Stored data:
————
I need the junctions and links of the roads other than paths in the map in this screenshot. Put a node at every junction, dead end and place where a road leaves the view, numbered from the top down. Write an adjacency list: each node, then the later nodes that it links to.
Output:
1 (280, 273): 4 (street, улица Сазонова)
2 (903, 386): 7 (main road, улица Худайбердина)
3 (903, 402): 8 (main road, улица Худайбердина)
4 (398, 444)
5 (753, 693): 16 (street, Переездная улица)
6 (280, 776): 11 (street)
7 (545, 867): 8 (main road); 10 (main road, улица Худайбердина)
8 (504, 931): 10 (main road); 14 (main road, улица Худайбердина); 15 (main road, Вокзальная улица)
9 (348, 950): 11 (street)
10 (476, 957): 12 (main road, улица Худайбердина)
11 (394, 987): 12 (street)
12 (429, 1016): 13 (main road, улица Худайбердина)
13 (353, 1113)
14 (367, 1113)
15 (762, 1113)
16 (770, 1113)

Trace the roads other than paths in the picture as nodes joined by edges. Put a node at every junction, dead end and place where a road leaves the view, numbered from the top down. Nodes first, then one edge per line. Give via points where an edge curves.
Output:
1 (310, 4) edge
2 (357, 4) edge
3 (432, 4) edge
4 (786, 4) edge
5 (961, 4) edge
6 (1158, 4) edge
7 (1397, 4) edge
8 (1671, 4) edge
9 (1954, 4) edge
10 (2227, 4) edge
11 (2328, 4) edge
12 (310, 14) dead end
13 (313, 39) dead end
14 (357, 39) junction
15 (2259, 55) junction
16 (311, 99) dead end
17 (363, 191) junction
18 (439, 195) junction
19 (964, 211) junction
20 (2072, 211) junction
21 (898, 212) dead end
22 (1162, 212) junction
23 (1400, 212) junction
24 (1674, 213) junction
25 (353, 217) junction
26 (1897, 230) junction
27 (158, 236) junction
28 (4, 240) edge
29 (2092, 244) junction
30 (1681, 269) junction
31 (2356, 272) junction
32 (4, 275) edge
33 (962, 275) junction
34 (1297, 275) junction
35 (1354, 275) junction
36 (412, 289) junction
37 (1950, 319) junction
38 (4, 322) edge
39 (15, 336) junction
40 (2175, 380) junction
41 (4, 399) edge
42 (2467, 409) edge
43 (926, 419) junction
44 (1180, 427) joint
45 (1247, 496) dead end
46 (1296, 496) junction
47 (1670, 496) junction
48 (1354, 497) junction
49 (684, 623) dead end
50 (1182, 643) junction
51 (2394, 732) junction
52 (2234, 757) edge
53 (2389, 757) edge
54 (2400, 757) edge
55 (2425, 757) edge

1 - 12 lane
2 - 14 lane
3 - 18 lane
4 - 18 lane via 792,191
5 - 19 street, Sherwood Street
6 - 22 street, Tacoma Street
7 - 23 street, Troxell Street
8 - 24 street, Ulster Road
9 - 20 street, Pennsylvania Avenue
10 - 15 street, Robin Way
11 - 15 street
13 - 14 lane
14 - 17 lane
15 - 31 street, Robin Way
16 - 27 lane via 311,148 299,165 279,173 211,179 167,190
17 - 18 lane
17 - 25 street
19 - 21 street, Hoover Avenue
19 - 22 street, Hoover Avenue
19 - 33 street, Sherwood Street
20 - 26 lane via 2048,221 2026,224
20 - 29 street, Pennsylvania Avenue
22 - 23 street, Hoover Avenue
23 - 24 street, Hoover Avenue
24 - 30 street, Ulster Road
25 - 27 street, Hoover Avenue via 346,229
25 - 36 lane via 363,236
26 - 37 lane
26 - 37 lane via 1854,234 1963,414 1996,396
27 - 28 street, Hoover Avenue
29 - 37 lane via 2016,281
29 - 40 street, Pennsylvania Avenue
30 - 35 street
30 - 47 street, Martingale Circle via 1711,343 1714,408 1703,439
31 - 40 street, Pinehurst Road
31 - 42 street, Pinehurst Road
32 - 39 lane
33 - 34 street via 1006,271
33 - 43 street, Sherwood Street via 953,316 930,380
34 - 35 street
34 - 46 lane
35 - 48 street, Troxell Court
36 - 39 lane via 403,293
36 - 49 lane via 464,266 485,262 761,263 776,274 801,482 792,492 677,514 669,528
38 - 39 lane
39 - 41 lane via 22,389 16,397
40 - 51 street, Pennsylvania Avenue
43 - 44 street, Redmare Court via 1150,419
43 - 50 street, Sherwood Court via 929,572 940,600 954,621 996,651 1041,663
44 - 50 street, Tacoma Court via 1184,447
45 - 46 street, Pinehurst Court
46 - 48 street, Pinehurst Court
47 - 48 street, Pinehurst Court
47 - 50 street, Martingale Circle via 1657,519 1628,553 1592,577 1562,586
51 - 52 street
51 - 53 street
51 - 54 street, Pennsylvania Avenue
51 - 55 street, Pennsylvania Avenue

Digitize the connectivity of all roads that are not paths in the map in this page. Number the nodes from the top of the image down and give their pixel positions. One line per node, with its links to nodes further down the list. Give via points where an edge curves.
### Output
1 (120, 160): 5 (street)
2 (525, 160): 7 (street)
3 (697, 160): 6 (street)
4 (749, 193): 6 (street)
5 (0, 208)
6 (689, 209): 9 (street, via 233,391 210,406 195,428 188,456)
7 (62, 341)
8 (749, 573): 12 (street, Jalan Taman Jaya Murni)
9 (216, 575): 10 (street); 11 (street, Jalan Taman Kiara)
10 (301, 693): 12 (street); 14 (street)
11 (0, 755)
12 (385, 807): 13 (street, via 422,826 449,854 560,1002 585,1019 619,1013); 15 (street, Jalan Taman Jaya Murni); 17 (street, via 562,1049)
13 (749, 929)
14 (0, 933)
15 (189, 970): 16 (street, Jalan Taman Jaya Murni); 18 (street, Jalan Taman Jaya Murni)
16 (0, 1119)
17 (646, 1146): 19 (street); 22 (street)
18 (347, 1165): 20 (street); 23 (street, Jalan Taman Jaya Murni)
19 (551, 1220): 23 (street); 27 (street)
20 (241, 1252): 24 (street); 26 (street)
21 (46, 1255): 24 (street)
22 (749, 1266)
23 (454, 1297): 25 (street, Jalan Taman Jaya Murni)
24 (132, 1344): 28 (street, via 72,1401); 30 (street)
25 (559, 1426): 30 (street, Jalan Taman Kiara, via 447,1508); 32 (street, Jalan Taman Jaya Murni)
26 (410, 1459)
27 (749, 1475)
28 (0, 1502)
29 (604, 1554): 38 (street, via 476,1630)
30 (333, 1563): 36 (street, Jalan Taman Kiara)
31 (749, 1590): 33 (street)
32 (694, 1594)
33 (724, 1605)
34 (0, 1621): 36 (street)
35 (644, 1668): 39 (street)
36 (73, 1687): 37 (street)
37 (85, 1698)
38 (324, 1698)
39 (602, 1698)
————
Task prompt:
Transcribe, exactly and completely, all of the entries.

Solution below:
I need the junctions and links of the roads other than paths in the map in this screenshot. Put a node at every junction, dead end and place where a road leaves the view, numbered from the top down. Write an adjacency list: each node, then the later nodes that it links to.
Output:
1 (280, 273): 4 (street, улица Сазонова)
2 (903, 386): 7 (main road, улица Худайбердина)
3 (903, 402): 8 (main road, улица Худайбердина)
4 (398, 444)
5 (753, 693): 16 (street, Переездная улица)
6 (280, 776): 11 (street)
7 (545, 867): 8 (main road); 10 (main road, улица Худайбердина)
8 (504, 931): 10 (main road); 14 (main road, улица Худайбердина); 15 (main road, Вокзальная улица)
9 (348, 950): 11 (street)
10 (476, 957): 12 (main road, улица Худайбердина)
11 (394, 987): 12 (street)
12 (429, 1016): 13 (main road, улица Худайбердина)
13 (353, 1113)
14 (367, 1113)
15 (762, 1113)
16 (770, 1113)

Trace the roads other than paths in the picture as nodes joined by edges. Put a node at every junction, dead end and place where a road leaves the view, numbered from the top down. Nodes first, then one edge per line. Give via points where an edge curves.
Output:
1 (310, 4) edge
2 (357, 4) edge
3 (432, 4) edge
4 (786, 4) edge
5 (961, 4) edge
6 (1158, 4) edge
7 (1397, 4) edge
8 (1671, 4) edge
9 (1954, 4) edge
10 (2227, 4) edge
11 (2328, 4) edge
12 (310, 14) dead end
13 (313, 39) dead end
14 (357, 39) junction
15 (2259, 55) junction
16 (311, 99) dead end
17 (363, 191) junction
18 (439, 195) junction
19 (964, 211) junction
20 (2072, 211) junction
21 (898, 212) dead end
22 (1162, 212) junction
23 (1400, 212) junction
24 (1674, 213) junction
25 (353, 217) junction
26 (1897, 230) junction
27 (158, 236) junction
28 (4, 240) edge
29 (2092, 244) junction
30 (1681, 269) junction
31 (2356, 272) junction
32 (4, 275) edge
33 (962, 275) junction
34 (1297, 275) junction
35 (1354, 275) junction
36 (412, 289) junction
37 (1950, 319) junction
38 (4, 322) edge
39 (15, 336) junction
40 (2175, 380) junction
41 (4, 399) edge
42 (2467, 409) edge
43 (926, 419) junction
44 (1180, 427) joint
45 (1247, 496) dead end
46 (1296, 496) junction
47 (1670, 496) junction
48 (1354, 497) junction
49 (684, 623) dead end
50 (1182, 643) junction
51 (2394, 732) junction
52 (2234, 757) edge
53 (2389, 757) edge
54 (2400, 757) edge
55 (2425, 757) edge

1 - 12 lane
2 - 14 lane
3 - 18 lane
4 - 18 lane via 792,191
5 - 19 street, Sherwood Street
6 - 22 street, Tacoma Street
7 - 23 street, Troxell Street
8 - 24 street, Ulster Road
9 - 20 street, Pennsylvania Avenue
10 - 15 street, Robin Way
11 - 15 street
13 - 14 lane
14 - 17 lane
15 - 31 street, Robin Way
16 - 27 lane via 311,148 299,165 279,173 211,179 167,190
17 - 18 lane
17 - 25 street
19 - 21 street, Hoover Avenue
19 - 22 street, Hoover Avenue
19 - 33 street, Sherwood Street
20 - 26 lane via 2048,221 2026,224
20 - 29 street, Pennsylvania Avenue
22 - 23 street, Hoover Avenue
23 - 24 street, Hoover Avenue
24 - 30 street, Ulster Road
25 - 27 street, Hoover Avenue via 346,229
25 - 36 lane via 363,236
26 - 37 lane
26 - 37 lane via 1854,234 1963,414 1996,396
27 - 28 street, Hoover Avenue
29 - 37 lane via 2016,281
29 - 40 street, Pennsylvania Avenue
30 - 35 street
30 - 47 street, Martingale Circle via 1711,343 1714,408 1703,439
31 - 40 street, Pinehurst Road
31 - 42 street, Pinehurst Road
32 - 39 lane
33 - 34 street via 1006,271
33 - 43 street, Sherwood Street via 953,316 930,380
34 - 35 street
34 - 46 lane
35 - 48 street, Troxell Court
36 - 39 lane via 403,293
36 - 49 lane via 464,266 485,262 761,263 776,274 801,482 792,492 677,514 669,528
38 - 39 lane
39 - 41 lane via 22,389 16,397
40 - 51 street, Pennsylvania Avenue
43 - 44 street, Redmare Court via 1150,419
43 - 50 street, Sherwood Court via 929,572 940,600 954,621 996,651 1041,663
44 - 50 street, Tacoma Court via 1184,447
45 - 46 street, Pinehurst Court
46 - 48 street, Pinehurst Court
47 - 48 street, Pinehurst Court
47 - 50 street, Martingale Circle via 1657,519 1628,553 1592,577 1562,586
51 - 52 street
51 - 53 street
51 - 54 street, Pennsylvania Avenue
51 - 55 street, Pennsylvania Avenue

Digitize the connectivity of all roads that are not paths in the map in this page. Number the nodes from the top of the image down and give their pixel positions. One line per node, with its links to nodes further down the list. Give via points where an edge curves.
### Output
1 (120, 160): 5 (street)
2 (525, 160): 7 (street)
3 (697, 160): 6 (street)
4 (749, 193): 6 (street)
5 (0, 208)
6 (689, 209): 9 (street, via 233,391 210,406 195,428 188,456)
7 (62, 341)
8 (749, 573): 12 (street, Jalan Taman Jaya Murni)
9 (216, 575): 10 (street); 11 (street, Jalan Taman Kiara)
10 (301, 693): 12 (street); 14 (street)
11 (0, 755)
12 (385, 807): 13 (street, via 422,826 449,854 560,1002 585,1019 619,1013); 15 (street, Jalan Taman Jaya Murni); 17 (street, via 562,1049)
13 (749, 929)
14 (0, 933)
15 (189, 970): 16 (street, Jalan Taman Jaya Murni); 18 (street, Jalan Taman Jaya Murni)
16 (0, 1119)
17 (646, 1146): 19 (street); 22 (street)
18 (347, 1165): 20 (street); 23 (street, Jalan Taman Jaya Murni)
19 (551, 1220): 23 (street); 27 (street)
20 (241, 1252): 24 (street); 26 (street)
21 (46, 1255): 24 (street)
22 (749, 1266)
23 (454, 1297): 25 (street, Jalan Taman Jaya Murni)
24 (132, 1344): 28 (street, via 72,1401); 30 (street)
25 (559, 1426): 30 (street, Jalan Taman Kiara, via 447,1508); 32 (street, Jalan Taman Jaya Murni)
26 (410, 1459)
27 (749, 1475)
28 (0, 1502)
29 (604, 1554): 38 (street, via 476,1630)
30 (333, 1563): 36 (street, Jalan Taman Kiara)
31 (749, 1590): 33 (street)
32 (694, 1594)
33 (724, 1605)
34 (0, 1621): 36 (street)
35 (644, 1668): 39 (street)
36 (73, 1687): 37 (street)
37 (85, 1698)
38 (324, 1698)
39 (602, 1698)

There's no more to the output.